April 6, 2018 at 1:53 p.m.
EDITORIAL

Millennium lesson from a homeless man




 

Ignoring sticklers who wanted to wait another 12 months, the world welcomed in the new millennium last weekend with bursts of fireworks, joy and hope.

Crowds jammed the Egyptian desert, St. Peter's in Vatican City, a Bethlehem courtyard, Moscow's Red Square, London's riverside, Times Square in New York City and hundreds of other locales around the globe to count down the arrival of 2000.

As the new millennium entered, rhetoric rose about the great deeds humankind can accomplish in the coming century, deeds that will bring about a new and lasting commitment to amity. But we all know that such resolutions, firmly made in the overnight chill of New Year's, often fade as winter rolls on.

To keep our promises -- articulated for us by religious and political leaders, but also pledged in our own private thoughts -- we might want to keep one simple man and one simple act in our minds as the year unfurls.

Sergio De Giorgio is a homeless man in Italy who was given a ticket to see Pope John Paul II open the Holy Door at St. Peter's Basilica on Christmas Eve. He got the pass as part of an effort by the Vatican to include all levels of society in this historic moment. Those at the ceremony knew they were attending an event that will not be duplicated for another thousand years. It was all the more remarkable, therefore, when the man gave away his ticket -- to a homeless woman from Poland.

"It's not that I didn't want to go," Mr. De Giorgio said. "I met a Polish bag lady who wasn't feeling well, and I gave her what I could. It was more right that she go. She's from the same country as the Pope."

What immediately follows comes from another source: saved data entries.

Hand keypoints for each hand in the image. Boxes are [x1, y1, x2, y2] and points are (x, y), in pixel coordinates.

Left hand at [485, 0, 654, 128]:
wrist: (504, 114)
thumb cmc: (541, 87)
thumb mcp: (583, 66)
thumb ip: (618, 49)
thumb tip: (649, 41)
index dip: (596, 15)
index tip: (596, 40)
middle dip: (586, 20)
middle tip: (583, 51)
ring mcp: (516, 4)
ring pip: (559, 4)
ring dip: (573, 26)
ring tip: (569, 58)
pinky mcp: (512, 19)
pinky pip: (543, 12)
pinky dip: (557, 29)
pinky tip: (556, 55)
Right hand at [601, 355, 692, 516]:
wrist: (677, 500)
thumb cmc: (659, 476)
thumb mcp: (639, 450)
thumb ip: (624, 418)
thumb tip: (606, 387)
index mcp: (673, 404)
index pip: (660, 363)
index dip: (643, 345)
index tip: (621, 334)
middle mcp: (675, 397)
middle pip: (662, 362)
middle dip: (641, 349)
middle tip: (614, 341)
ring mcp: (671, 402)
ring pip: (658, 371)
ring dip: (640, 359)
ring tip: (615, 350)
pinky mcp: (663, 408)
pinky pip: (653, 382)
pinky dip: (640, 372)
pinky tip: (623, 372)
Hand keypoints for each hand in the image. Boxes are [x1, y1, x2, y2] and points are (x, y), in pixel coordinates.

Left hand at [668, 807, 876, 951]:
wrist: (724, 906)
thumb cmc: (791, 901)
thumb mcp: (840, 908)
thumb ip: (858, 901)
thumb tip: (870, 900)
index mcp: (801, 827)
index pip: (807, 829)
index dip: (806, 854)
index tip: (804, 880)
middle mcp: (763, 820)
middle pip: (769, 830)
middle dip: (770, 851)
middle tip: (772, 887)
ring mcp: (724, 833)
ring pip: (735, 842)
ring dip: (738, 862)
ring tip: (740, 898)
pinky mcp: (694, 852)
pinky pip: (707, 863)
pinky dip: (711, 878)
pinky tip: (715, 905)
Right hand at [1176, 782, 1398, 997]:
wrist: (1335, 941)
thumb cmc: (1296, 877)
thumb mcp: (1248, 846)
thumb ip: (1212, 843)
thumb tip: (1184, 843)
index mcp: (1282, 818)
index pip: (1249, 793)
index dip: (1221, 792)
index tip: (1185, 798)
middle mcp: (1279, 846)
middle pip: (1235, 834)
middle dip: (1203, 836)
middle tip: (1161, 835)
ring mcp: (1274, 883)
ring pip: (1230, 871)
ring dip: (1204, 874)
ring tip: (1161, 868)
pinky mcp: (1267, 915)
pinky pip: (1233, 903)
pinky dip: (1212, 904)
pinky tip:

When we think about what needs to be done in the coming century to improve the world, sometimes its problems -- famine, arms build-ups, repression, racism, threats to human life from abortion to euthanasia -- can seem insurmountable. But if one person simply and sacrificially helps another, the problems begin to shrink.

In other words, we don't have to change the world; we just have to change ourselves.

"I gave her what I could," said the homeless man. Not a bad slogan for the third millennium.